Berharap, apalagi bergantung kepada pihak luar, termasuk kepada pemerintah untuk keberdayaan bukanlah pilihan yang rasional untuk para petani gurem itu sendiri. Untuk memberdayakan para petani gurem, pilihan yang lebih rasional adalah memperkuat organisasi dan menumbuhkembangkan koperasi.
Dengan organisasi dan koperasi petani, maka petani akan memiliki kekuatan dalam politik dan ekonomi. Apalagi sebelumnya para petani sesungguhnya sudah memiliki modal sosial dan kultural yang baik dan kuat; solidaritas dan kolektivitas, yang keduanya termanifestasikan dalam bentuk bekerja bersama atau gotong royong.
Dengan demikian, aspek yang paling utama dari ke lima aspek sebelumnya, justru pada poin ini; petani harus berkuasa atas diri mereka atau berdaya.
Sekali lagi dengan cara yang sederhana yaitu berorganisasi dan berkoperasi. Dua hal inilah yang akan membuat para petani (gurem) maju, namun sekaligus mandiri dan merdeka.
Organisasi, Koperasi, dan Jejaring Kooperasi
Jejarang kooperasi adalah jaringan kerja sama yang bisa dan harus dilakukan oleh organisasi dan koperasi petani. Misalnya membangun jaringan kerjasama antara organisasi dan koperasi petani dengan organisasi dan koperasi dosen sekaligus mahasiswa.

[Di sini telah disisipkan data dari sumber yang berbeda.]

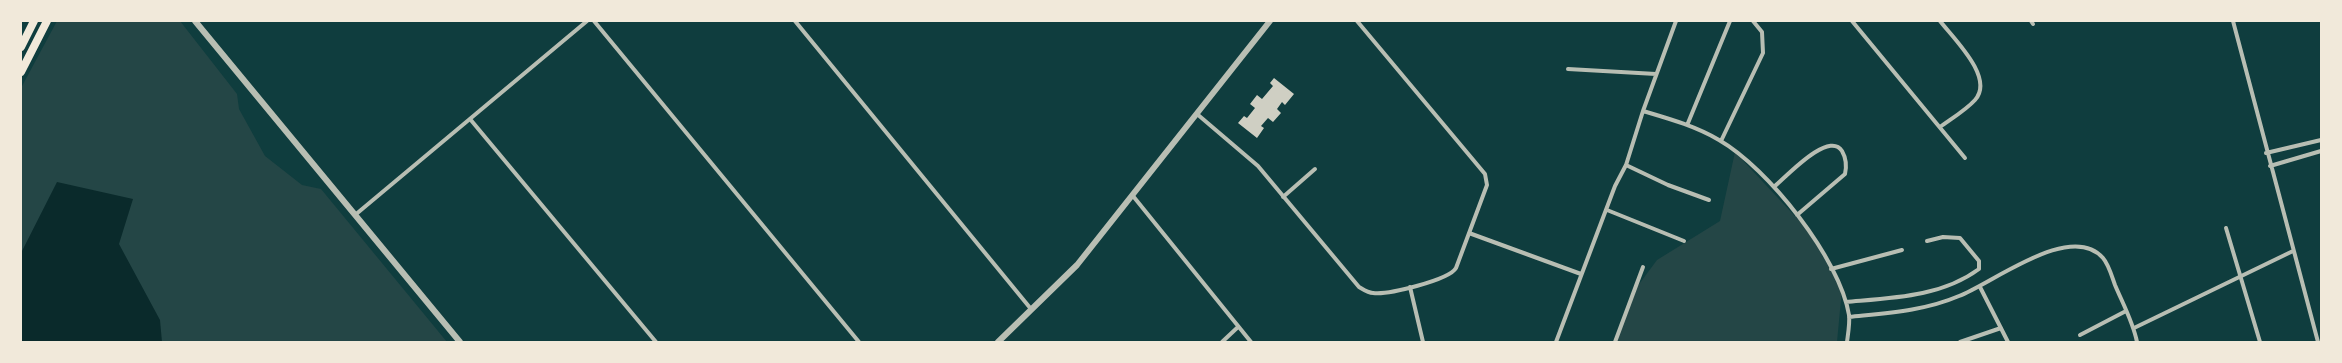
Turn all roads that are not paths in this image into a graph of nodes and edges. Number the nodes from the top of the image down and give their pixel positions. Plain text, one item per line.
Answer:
1 (34, 21) edge
2 (47, 21) edge
3 (196, 21) edge
4 (587, 21) edge
5 (594, 21) edge
6 (795, 21) edge
7 (1270, 21) edge
8 (1357, 21) edge
9 (1676, 21) edge
10 (1730, 21) edge
11 (1753, 21) edge
12 (1852, 21) edge
13 (1940, 21) edge
14 (2233, 21) edge
15 (21, 47) edge
16 (1568, 70) dead end
17 (21, 72) edge
18 (1656, 74) junction
19 (1643, 111) junction
20 (1197, 114) junction
21 (470, 119) junction
22 (1688, 123) junction
23 (1940, 127) junction
24 (2321, 140) edge
25 (1721, 141) junction
26 (2321, 151) edge
27 (2266, 153) junction
28 (1965, 158) dead end
29 (1626, 165) junction
30 (2270, 166) junction
31 (1315, 169) dead end
32 (1775, 186) junction
33 (1133, 196) junction
34 (1284, 197) junction
35 (1709, 200) dead end
36 (1607, 210) junction
37 (355, 215) junction
38 (1797, 215) junction
39 (2226, 228) dead end
40 (1469, 233) junction
41 (1684, 241) dead end
42 (1927, 241) dead end
43 (1902, 250) dead end
44 (2293, 251) junction
45 (1643, 268) dead end
46 (1831, 269) junction
47 (1581, 274) junction
48 (2240, 277) junction
49 (1410, 287) junction
50 (1980, 287) junction
51 (1846, 302) junction
52 (1031, 309) junction
53 (2126, 311) junction
54 (1849, 317) junction
55 (1238, 327) junction
56 (2001, 328) junction
57 (2134, 328) junction
58 (2080, 335) dead end
59 (460, 342) edge
60 (656, 342) edge
61 (859, 342) edge
62 (998, 342) edge
63 (1222, 342) edge
64 (1251, 342) edge
65 (1423, 342) edge
66 (1556, 342) edge
67 (1615, 342) edge
68 (1847, 342) edge
69 (1960, 342) edge
70 (2008, 342) edge
71 (2137, 342) edge
72 (2260, 342) edge
73 (2318, 342) edge

1 - 15 main road
2 - 17 main road
3 - 37 street
4 - 21 street
5 - 61 street
6 - 52 street
7 - 20 street
8 - 40 street
9 - 18 street
10 - 22 street
11 - 25 street
12 - 23 street
13 - 23 street
14 - 27 street
16 - 18 street
18 - 19 street
19 - 22 street
19 - 29 street
20 - 33 street
20 - 34 street
21 - 37 street
21 - 60 street
22 - 25 street
23 - 28 street
24 - 27 street
25 - 32 street
26 - 30 street
27 - 30 street
29 - 35 street
29 - 36 street
30 - 44 street
31 - 34 street
32 - 38 street
32 - 38 street
33 - 52 street
33 - 55 street
34 - 49 street
36 - 41 street
36 - 47 street
37 - 59 street
38 - 46 street
39 - 48 street
40 - 47 street
40 - 49 street
42 - 51 street
43 - 46 street
44 - 48 street
44 - 73 street
45 - 67 street
46 - 51 street
47 - 66 street
48 - 57 street
48 - 72 street
49 - 65 street
50 - 53 street
50 - 54 street
50 - 56 street
51 - 54 street
52 - 62 street
53 - 57 street
53 - 58 street
54 - 68 street
55 - 63 street
55 - 64 street
56 - 69 street
56 - 70 street
57 - 71 street

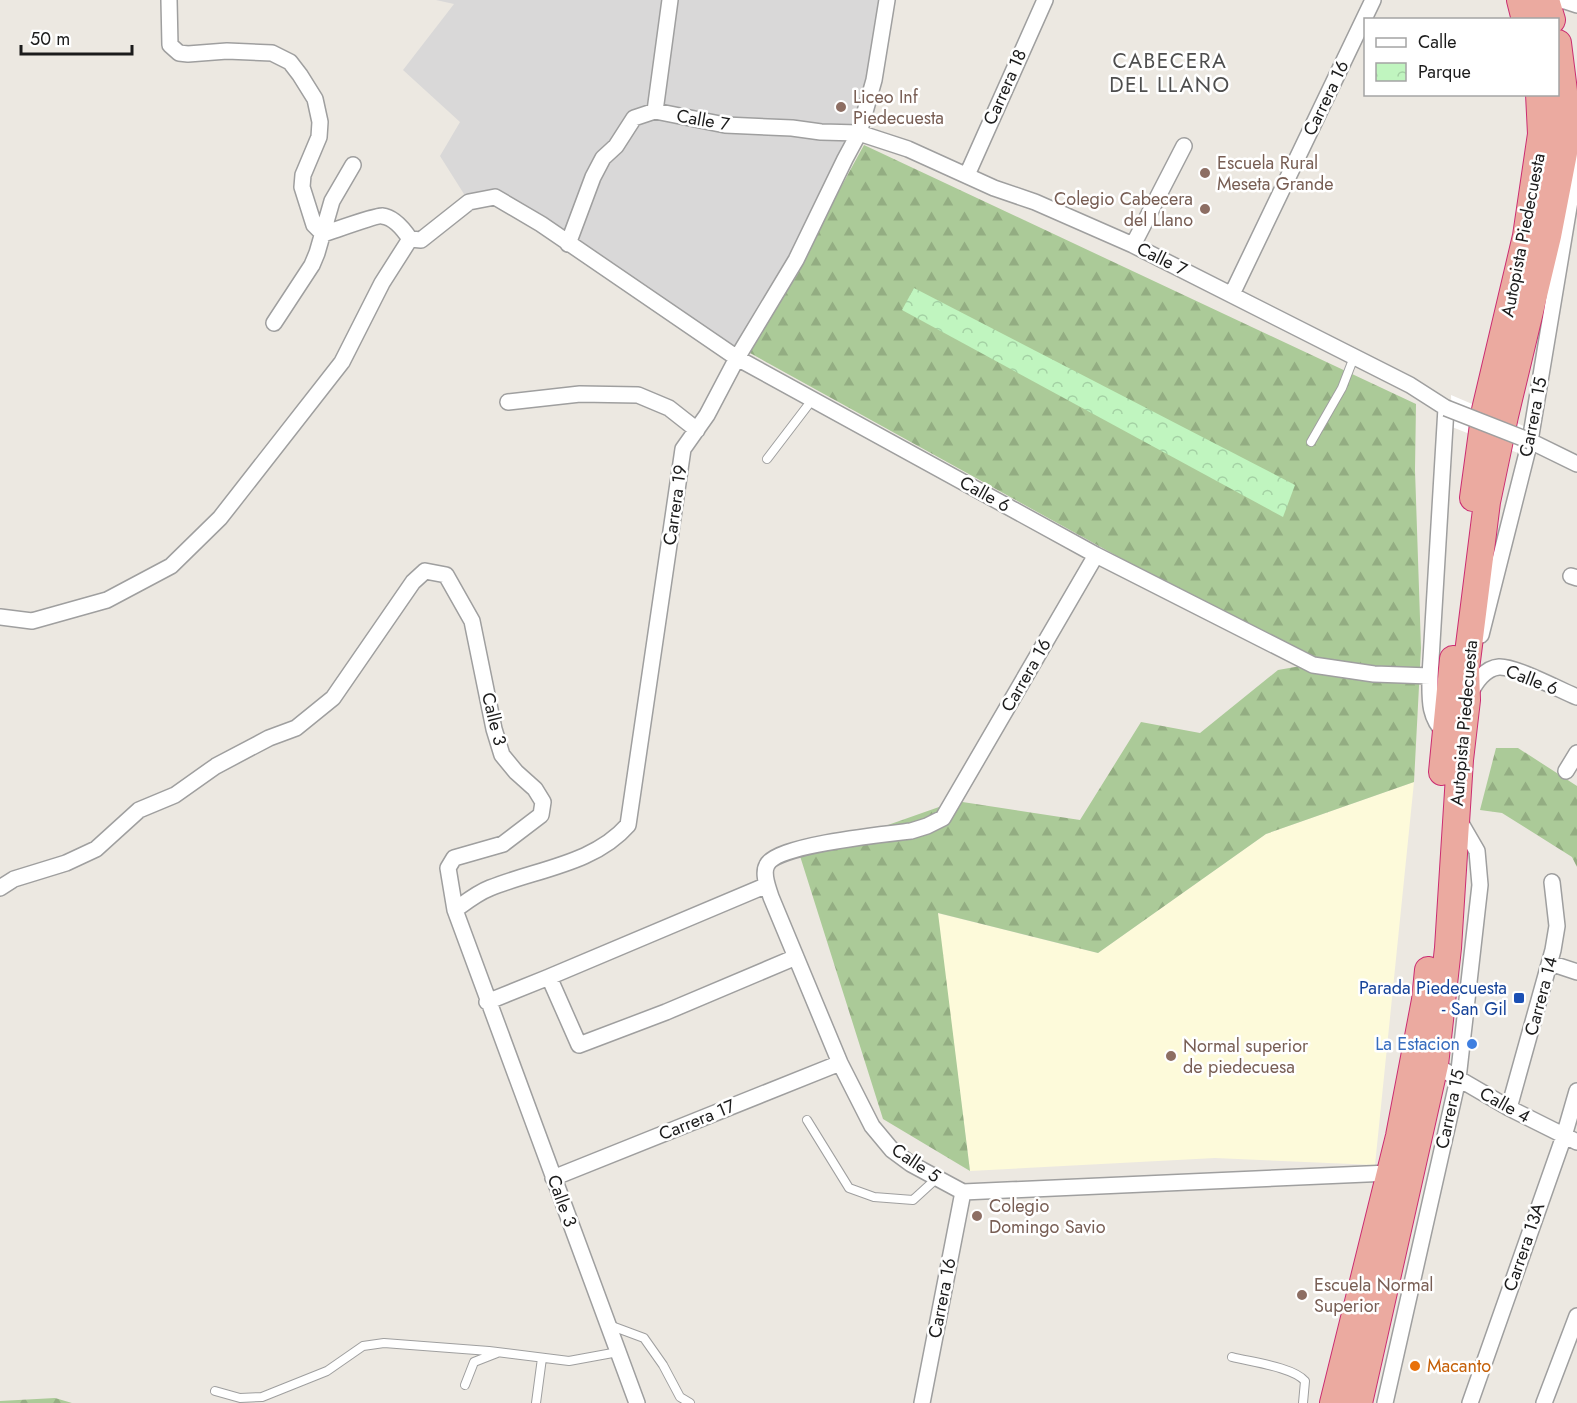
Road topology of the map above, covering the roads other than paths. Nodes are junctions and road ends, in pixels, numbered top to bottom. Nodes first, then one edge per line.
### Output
1 (168, 0) edge
2 (670, 0) edge
3 (887, 0) edge
4 (1044, 0) edge
5 (1373, 0) edge
6 (1520, 0) edge
7 (1546, 0) edge
8 (1577, 5) edge
9 (1364, 18) edge
10 (1524, 18) edge
11 (1551, 18) edge
12 (1364, 19) edge
13 (1559, 57) edge
14 (1539, 96) edge
15 (655, 111) junction
16 (860, 133) junction
17 (1184, 146) dead end
18 (1577, 159) edge
19 (353, 165) dead end
20 (967, 175) junction
21 (1572, 228) edge
22 (323, 234) junction
23 (410, 239) junction
24 (568, 244) junction
25 (1133, 245) junction
26 (1232, 294) junction
27 (274, 323) dead end
28 (1354, 357) junction
29 (737, 358) junction
30 (812, 400) junction
31 (508, 402) dead end
32 (1446, 408) junction
33 (697, 430) junction
34 (1530, 441) junction
35 (1311, 442) dead end
36 (767, 459) dead end
37 (1577, 464) edge
38 (1096, 555) junction
39 (0, 617) edge
40 (1466, 669) junction
41 (1430, 676) junction
42 (1577, 697) edge
43 (1467, 700) junction
44 (1445, 733) junction
45 (1577, 753) edge
46 (1566, 771) dead end
47 (1457, 816) junction
48 (1552, 882) dead end
49 (767, 885) junction
50 (0, 888) edge
51 (455, 910) junction
52 (796, 957) junction
53 (1550, 963) junction
54 (1577, 972) edge
55 (549, 977) junction
56 (487, 1002) junction
57 (840, 1063) junction
58 (1435, 1065) junction
59 (1458, 1079) junction
60 (1577, 1091) edge
61 (1509, 1108) junction
62 (807, 1120) dead end
63 (1570, 1139) edge
64 (1389, 1173) junction
65 (553, 1178) junction
66 (936, 1179) junction
67 (963, 1192) junction
68 (1577, 1316) edge
69 (608, 1324) junction
70 (498, 1352) junction
71 (618, 1352) junction
72 (1232, 1357) dead end
73 (542, 1358) junction
74 (465, 1385) dead end
75 (215, 1391) dead end
76 (536, 1403) edge
77 (637, 1403) edge
78 (690, 1403) edge
79 (922, 1403) edge
80 (1303, 1403) edge
81 (1333, 1403) edge
82 (1359, 1403) edge
83 (1385, 1403) edge
84 (1470, 1403) edge
85 (1544, 1403) edge

1 - 22 street
2 - 15 street
3 - 16 street, Carrera 19
4 - 20 street, Carrera 18
5 - 9 street, Carrera 16
6 - 10 highway
7 - 8 street
7 - 11 highway
12 - 26 street, Carrera 16
13 - 40 highway, Autopista Piedecuesta
14 - 44 highway, Autopista Piedecuesta
15 - 16 street, Calle 7
15 - 24 street
16 - 20 street, Calle 7
16 - 29 street, Carrera 19
17 - 25 street
18 - 21 street, Carrera 15
19 - 22 street
20 - 25 street, Calle 7
21 - 34 street, Carrera 15
22 - 23 street
22 - 27 street
23 - 24 street
23 - 39 street
24 - 29 street, Calle 6
25 - 26 street, Calle 7
26 - 28 street, Calle 7
28 - 32 street, Calle 7
28 - 35 lane
29 - 30 street, Calle 6
29 - 33 street, Carrera 19
30 - 36 lane
30 - 38 street, Calle 6
31 - 33 street
32 - 34 street, Calle 7, bridge
32 - 41 street
33 - 51 street, Carrera 19
34 - 37 street, Calle 7
34 - 40 street, Carrera 15
38 - 41 street, Calle 6
38 - 49 street, Carrera 16
40 - 43 highway, Autopista Piedecuesta
41 - 44 street
42 - 43 street, Calle 6
43 - 47 highway, Autopista Piedecuesta
44 - 64 highway, Autopista Piedecuesta
45 - 46 street
47 - 58 highway, Autopista Piedecuesta
47 - 59 street, Carrera 15
48 - 53 street, Carrera 14
49 - 52 street, Calle 5
49 - 55 street
50 - 51 street, Calle 3
51 - 56 street, Calle 3
52 - 55 street
52 - 57 street, Calle 5
53 - 54 street
53 - 61 street, Carrera 14
55 - 56 street
56 - 65 street, Calle 3
57 - 65 street, Carrera 17
57 - 66 street, Calle 5
58 - 59 street, Calle 4
58 - 82 highway, Autopista Piedecuesta
59 - 61 street, Calle 4
59 - 83 street, Carrera 15
60 - 63 street, Carrera 13A
61 - 63 street, Calle 4
62 - 66 lane
63 - 84 street, Carrera 13A
64 - 67 street, Calle 5
64 - 81 highway, Autopista Piedecuesta
65 - 69 street, Calle 3
66 - 67 street, Calle 5
67 - 79 street, Carrera 16
68 - 85 street
69 - 71 street, Calle 3
69 - 78 lane
70 - 73 lane
70 - 74 lane
70 - 75 lane
71 - 73 lane
71 - 77 street, Calle 3
72 - 80 lane
73 - 76 lane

Sebab sebagaimana para petani, para dosen dan para mahasiswapun untuk maju, mandiri, dan merdeka, sesungguhnya juga harus berorganisasi dan berkoperasi. Tanpa itu, sama saja nasib mereka dengan para petani gurem: lemah dan tidak berdaya menghadapi gelombang dinamika dalam kehidupan sehari-hari.
Model pembangunan keberdayaan petani dan dosen itu dapat ditemukan dan dilihat pada dinamika antara Kelompok Wanita Tani (KWT) Melati Mini di Kampung Taruko Rodi, Kelurahan Koto Lua, Kecamatan Pauh, Kota Padang dengan Majelis Dosen Muda (MDM) Universitas Andalas di Sumatera Barat, Indonesia.
Baik di pihak para petani sebagai warga kampung maupun di pihak para dosen sebagai warga kampus, keduanya harus bersama-sama menghadapi dinamika kota sekaligus dinamika yang lebih luas di tingkat global.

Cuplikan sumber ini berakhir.